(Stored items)
● ● ● ●

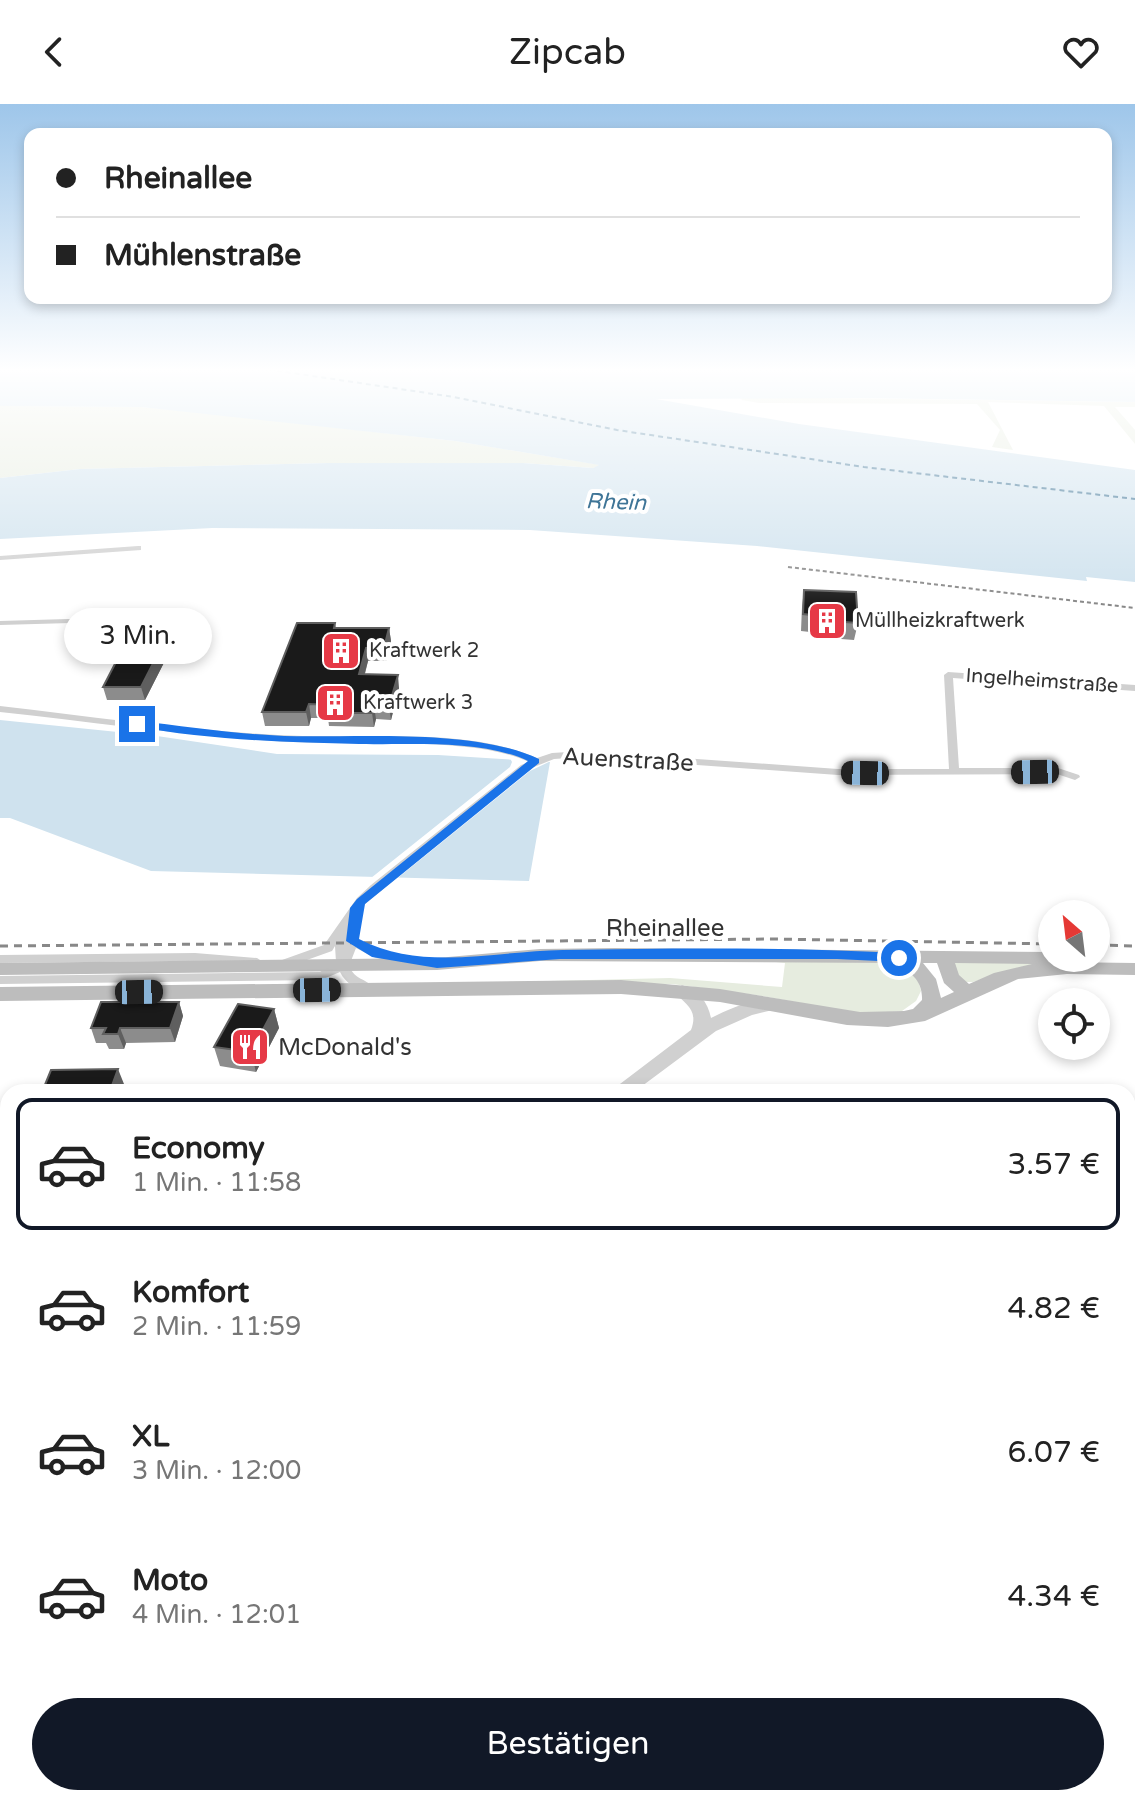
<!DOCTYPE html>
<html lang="de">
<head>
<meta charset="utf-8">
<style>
	body { margin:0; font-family:"Varela Round",sans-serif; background:#f6f6f6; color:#222; height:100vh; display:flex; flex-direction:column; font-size:30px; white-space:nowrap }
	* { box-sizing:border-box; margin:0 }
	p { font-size:26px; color:#767676 }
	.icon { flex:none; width:44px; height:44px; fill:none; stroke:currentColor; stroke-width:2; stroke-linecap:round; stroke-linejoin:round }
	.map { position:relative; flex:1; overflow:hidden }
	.details { position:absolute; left:0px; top:980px; width:1136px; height:722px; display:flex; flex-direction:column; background:#fff; border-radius:24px 24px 0 0; box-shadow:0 4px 12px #0003 }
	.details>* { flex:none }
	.top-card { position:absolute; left:24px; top:24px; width:1088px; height:176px; border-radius:16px; box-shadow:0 4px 12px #0003; display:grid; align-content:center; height:176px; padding:0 32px; background:#fff }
	.needle { width:52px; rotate:332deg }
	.buttons { position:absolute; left:1038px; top:796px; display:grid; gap:16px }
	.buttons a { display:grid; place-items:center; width:72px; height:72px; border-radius:50%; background:#fff; box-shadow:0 4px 12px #0003; font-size:40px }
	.end { position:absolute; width:36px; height:36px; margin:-18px; border:10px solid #1a73e8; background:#fff; box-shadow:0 0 0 4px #fff }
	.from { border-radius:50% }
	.bubble { position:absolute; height:56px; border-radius:28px; background:#fff; box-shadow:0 4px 12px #0003; font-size:26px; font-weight:600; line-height:56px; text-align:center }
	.car { position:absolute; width:24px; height:48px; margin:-24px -12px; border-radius:10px; box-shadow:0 0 6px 2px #0007; background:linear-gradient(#222 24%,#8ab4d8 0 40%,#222 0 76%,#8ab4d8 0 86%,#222 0) }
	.top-card b { display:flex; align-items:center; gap:28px; height:76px; font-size:30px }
	.top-card b+b { border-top:2px solid #e0e0e0 }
	.top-card i { width:20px; height:20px; background:#222 }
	ul { padding:14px 0 0; list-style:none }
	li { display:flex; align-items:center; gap:24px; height:132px; margin:0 16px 12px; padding:0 16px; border:4px solid transparent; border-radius:16px }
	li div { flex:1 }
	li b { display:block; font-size:30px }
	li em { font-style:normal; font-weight:600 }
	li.current { border-color:#111827 }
	li>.icon { width:72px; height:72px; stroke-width:1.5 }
	.cta { display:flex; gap:16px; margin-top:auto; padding:16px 32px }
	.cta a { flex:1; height:92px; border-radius:48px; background:#111827; color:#fff; font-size:32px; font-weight:600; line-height:92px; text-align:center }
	header { display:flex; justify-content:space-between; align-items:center; height:104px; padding:0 32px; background:#fff; font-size:36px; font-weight:600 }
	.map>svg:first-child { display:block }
	.green { fill:#e6ecdf }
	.water { fill:#cfe2ee }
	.pier { fill:#fff }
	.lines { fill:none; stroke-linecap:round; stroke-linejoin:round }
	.ferry { stroke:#3f7597; stroke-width:2; stroke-dasharray:5 4; stroke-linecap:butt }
	.minor { fill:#d0d0d0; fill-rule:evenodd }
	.tertiary { fill:#d0d0d0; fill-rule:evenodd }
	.secondary { fill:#bdbdbd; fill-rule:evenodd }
	.rail-far3 { stroke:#888; stroke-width:2; stroke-dasharray:4 3; stroke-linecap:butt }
	.rail-far2 { stroke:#888; stroke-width:3; stroke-dasharray:8 6; stroke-linecap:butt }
	.rail-far1 { stroke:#888; stroke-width:4; stroke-dasharray:10 8; stroke-linecap:butt }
	.rail { stroke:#888; stroke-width:5; stroke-dasharray:13 10; stroke-linecap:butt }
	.wall { fill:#8c8c8c }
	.shaded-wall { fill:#5f5f5f }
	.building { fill:#1a1a1a; stroke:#5f5f5f; stroke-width:2 }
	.route { fill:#1a73e8 }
	.labels { text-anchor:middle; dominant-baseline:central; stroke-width:8; stroke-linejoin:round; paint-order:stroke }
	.far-poi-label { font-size:20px; fill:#333; stroke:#fff; text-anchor:start }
	.far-street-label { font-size:20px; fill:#333; stroke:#fff }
	.far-water-label { font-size:22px; font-style:italic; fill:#3f7597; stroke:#fff }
	.street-label { font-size:24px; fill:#333; stroke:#fff }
	.poi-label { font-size:24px; fill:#333; stroke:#fff; text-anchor:start }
</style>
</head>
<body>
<header><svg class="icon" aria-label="back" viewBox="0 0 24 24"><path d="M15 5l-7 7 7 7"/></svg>Zipcab<svg class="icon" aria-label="heart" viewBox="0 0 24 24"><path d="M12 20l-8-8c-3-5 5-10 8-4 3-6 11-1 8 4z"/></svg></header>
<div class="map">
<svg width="1135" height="1701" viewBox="0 0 1135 1701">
	<rect width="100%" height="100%" fill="#fff"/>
	<path class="green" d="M741,293l394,5v5h-20l20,23v14l-31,-38 -116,-4 25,48 -21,-3 8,-17 -23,-26 -218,-1 -17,-3z
		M0,302l141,1 82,8 232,26 146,24 -8,3 -70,-5h-195l-248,6 -80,9z
		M758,856l127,3c17,4 33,8 36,28l-5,10 -14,10 -40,3 -106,-19 -84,-11 -208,-1 206,-5 112,9 3,-24z
		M955,856l105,2v1l-63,11 -24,8h-7l-12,-10z
		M61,1694h155v5l-157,2z"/>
	<path class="water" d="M0,264h1135v34l-274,-4 -205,1 143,25 336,46v112l-49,-5 1,4 -330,-35 -227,-16 -318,-2 -212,11v-61l80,-9 248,-6h195l70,5 6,-3 -144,-24 -314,-34 -141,-1z
		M0,616l157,16 120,18 161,1 112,7 -21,119 -378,-10 -141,-53h-10z"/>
	<path class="pier" d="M509,652l44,4 -23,11 -136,110 -23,-3 139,-111 2,-5z"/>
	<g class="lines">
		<path class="ferry" d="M259,264l195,29 163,33 247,37 271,32"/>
		<path class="minor" d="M138,442h3v4l-141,10v-4z
			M68,515h3v4l-71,2v-4z
			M948,568l187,13v6l-182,-13 6,90h99l21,7 1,2 -5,3 -18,-6 -219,1 -254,-18 -30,2 -25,10 -164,135 -4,6 -3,29 21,11 38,7 6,4 -6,4 -41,-7 -20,-10 -7,18c6,14 16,12 24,21l-6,4c-12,-3 -21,-7 -27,-19l-19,8 -321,4v-8l320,-4 16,-10 -1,-16 -3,5 -42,15 -4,1 -6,-4 2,-3 42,-15 33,-47 14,-13 150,-120 8,-3c-32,-14 -67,-16 -102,-18 -51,-2 -102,0 -153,-3 -92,-6 -183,-19 -274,-29v-6c93,11 185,24 278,29 80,5 187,-9 259,23l15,-5 32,-2 254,18h111l-5,-94z
			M195,849l62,5 6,4 -6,4 -62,-5 -195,2v-8z
			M8,1389v19l-8,4v-19z"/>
		<path class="tertiary" d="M682,881c16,5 26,17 29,33 18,-9 45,-22 66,-17l2,4 -2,4 -25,6 -36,16 -82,61h-21l3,-5 75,-57c8,-21 -6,-25 -17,-39z
			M0,1185h8v18l-8,2z
			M693,1694h28l1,7h-28z"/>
		<path class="secondary" d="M615,844l437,4v6h9l-2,4 76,1v12l-68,-1 -49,5 -93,42 -37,6 -41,-2 -127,-23 -99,-8 -621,7v-14l621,-7 99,9 140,23 44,-1 9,-2 9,-9c1,-20 -12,-29 -29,-37l-353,-2 -103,9 -437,5v-12l437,-5 103,-9zM923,859h14l7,20 10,9 -13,6 -5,-19zM955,859l77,1 -38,9 -25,11 -10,-9z"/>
		<path class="rail-far3" d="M788,463l347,41"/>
		<path class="rail-far2" d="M1096,841l39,1
			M0,842l775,-7 277,5"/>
		<path class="rail-far1" d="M1128,1088l7,1
			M1128,1131l7,1
			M0,1226l8,-2
			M0,1242l8,-1
			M0,1255l8,-1"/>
		<path class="rail" d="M1128,1384l7,16
			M1128,1430l7,13
			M1128,1560h7
			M761,1694l1,7"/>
	</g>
	<path class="wall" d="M804,486l54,33 -4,17 -26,-2v-4l-27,-3 1,-24z
		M335,519l1,5h53l2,13 -5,20h-18l-3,13 34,14 -8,32 -15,-1 -2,8 -45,-1 -1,-8h-17l-2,8h-44l-3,-14z
		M172,522l4,13 -31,61h-38l-4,-13z
		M179,898l4,14 -8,26 -49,1 -2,6h-15l-3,-6h-10l-5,-15z
		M274,905l5,19 -23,44 -36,-6 -6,-19z"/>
	<path class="shaded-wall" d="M172,522l4,13 -31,61 -4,-13z
		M389,524l2,13 -5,20 -2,-13z
		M366,544l2,13 -7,26 -2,-13z
		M398,571l1,13 -8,32 -2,-14z
		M309,600l2,14 -2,8 -3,-14z
		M374,602l2,13 -2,8 -2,-14z
		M179,898l4,14 -8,26 -5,-14z
		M274,905l5,19 -23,44 -5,-20z
		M120,924l6,15 -2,6 -6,-15z
		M118,965l6,15 -3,8h-11z
		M462,1694h13l1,4 -9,3h-21z"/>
	<path class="building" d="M804,486l52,2 2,31 -27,-2v-4l-28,-3z
		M297,519h38l-1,5h55l-5,20h-18l-7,26 39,1 -9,31h-15l-2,7h-45l3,-8 -21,-1 -3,8h-44z
		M172,522l-31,61h-38l29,-56z
		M101,898h78l-9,26h-50l-2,6h-15l3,-6h-15z
		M238,900l36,5 -23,43 -37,-5z
		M118,965l-8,22 -68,1 9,-22z
		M399,1694h63l-16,7h-46z"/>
	<linearGradient id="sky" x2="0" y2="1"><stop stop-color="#9ec6ea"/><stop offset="0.53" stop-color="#fff"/><stop offset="1" stop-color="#fff" stop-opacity="0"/></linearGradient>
	<rect width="1135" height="502" fill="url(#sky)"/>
	<path class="route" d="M137,617c48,5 98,13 147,15 74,2 189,-8 255,23v4l-174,141 -6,35c64,33 135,12 204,11 111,-2 224,-3 336,3l6,5 -6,4 -62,-3h-277l-123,9 -65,-11 -26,-16 4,-33 7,-9 171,-138c-47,-22 -118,-16 -169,-17 -75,-2 -152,-4 -226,-18l-1,-2z"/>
	<defs>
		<g id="building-square" transform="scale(2)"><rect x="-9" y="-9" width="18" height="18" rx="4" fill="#e63946" stroke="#fff"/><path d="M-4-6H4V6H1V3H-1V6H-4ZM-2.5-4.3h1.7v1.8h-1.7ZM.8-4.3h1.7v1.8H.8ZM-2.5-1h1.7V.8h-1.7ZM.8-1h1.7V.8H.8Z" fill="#fff"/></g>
		<g id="restaurant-square" transform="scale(2)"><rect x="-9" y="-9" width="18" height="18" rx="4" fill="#e63946" stroke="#fff"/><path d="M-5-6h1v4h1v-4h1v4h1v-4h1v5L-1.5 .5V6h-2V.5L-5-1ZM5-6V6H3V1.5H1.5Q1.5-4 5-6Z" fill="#fff"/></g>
	</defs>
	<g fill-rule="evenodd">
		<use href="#building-square" x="827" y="517"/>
		<use href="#building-square" x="341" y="547"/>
		<use href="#building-square" x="335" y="599"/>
		<use href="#restaurant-square" x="250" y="943"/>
	</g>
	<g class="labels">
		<g class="far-poi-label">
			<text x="855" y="517">Müllheizkraftwerk</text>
			<text x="369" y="547">Kraftwerk 2</text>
			<text x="363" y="599">Kraftwerk 3</text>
		</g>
		<g class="far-street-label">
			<text transform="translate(1042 577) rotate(4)">Ingelheimstraße</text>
		</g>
		<g class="far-water-label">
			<text transform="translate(616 398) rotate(2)">Rhein</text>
		</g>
		<g class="street-label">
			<text transform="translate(628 656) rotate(3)">Auenstraße</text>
			<text x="665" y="824">Rheinallee</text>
		</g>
		<g class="poi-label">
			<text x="278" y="943">McDonald's</text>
		</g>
	</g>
</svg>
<div class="buttons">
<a><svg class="needle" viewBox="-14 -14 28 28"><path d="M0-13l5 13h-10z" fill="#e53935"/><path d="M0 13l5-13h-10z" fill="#767676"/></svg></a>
<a><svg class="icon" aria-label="locate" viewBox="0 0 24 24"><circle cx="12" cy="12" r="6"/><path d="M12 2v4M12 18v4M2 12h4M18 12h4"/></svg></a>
</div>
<i class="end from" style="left:899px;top:854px"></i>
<i class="end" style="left:137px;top:620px"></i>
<div class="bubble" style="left:64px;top:504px;width:148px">3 Min.</div>
<i class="car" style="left:1035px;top:668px;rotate:269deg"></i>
<i class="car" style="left:865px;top:669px;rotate:271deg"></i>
<i class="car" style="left:317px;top:886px;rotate:89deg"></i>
<i class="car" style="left:139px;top:888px;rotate:89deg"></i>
<div class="top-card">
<b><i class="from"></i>Rheinallee</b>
<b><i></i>Mühlenstraße</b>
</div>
<section class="details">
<ul>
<li class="current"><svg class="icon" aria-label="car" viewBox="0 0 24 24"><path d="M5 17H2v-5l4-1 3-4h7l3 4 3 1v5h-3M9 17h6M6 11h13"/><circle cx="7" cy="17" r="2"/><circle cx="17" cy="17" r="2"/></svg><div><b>Economy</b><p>1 Min. · 11:58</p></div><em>3.57 €</em></li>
<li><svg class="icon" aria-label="car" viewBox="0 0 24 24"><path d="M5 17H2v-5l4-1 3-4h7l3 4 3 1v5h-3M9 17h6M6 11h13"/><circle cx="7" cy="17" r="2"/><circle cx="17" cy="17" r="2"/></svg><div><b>Komfort</b><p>2 Min. · 11:59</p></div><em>4.82 €</em></li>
<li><svg class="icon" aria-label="car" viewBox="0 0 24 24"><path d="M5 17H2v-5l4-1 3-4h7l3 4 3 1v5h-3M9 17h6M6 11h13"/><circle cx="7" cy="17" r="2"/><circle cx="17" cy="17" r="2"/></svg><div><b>XL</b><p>3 Min. · 12:00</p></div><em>6.07 €</em></li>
<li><svg class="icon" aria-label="car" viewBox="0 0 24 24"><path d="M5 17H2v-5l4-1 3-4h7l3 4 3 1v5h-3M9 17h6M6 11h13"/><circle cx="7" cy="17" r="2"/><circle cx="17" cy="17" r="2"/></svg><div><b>Moto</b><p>4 Min. · 12:01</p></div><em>4.34 €</em></li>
</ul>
<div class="cta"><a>Bestätigen</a></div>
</section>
</div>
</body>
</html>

● ● ● ●

In the entries above, identify every line with the word "buttons". Copy those lines.

	.buttons { position:absolute; left:1038px; top:796px; display:grid; gap:16px }
	.buttons a { display:grid; place-items:center; width:72px; height:72px; border-radius:50%; background:#fff; box-shadow:0 4px 12px #0003; font-size:40px }
<div class="buttons">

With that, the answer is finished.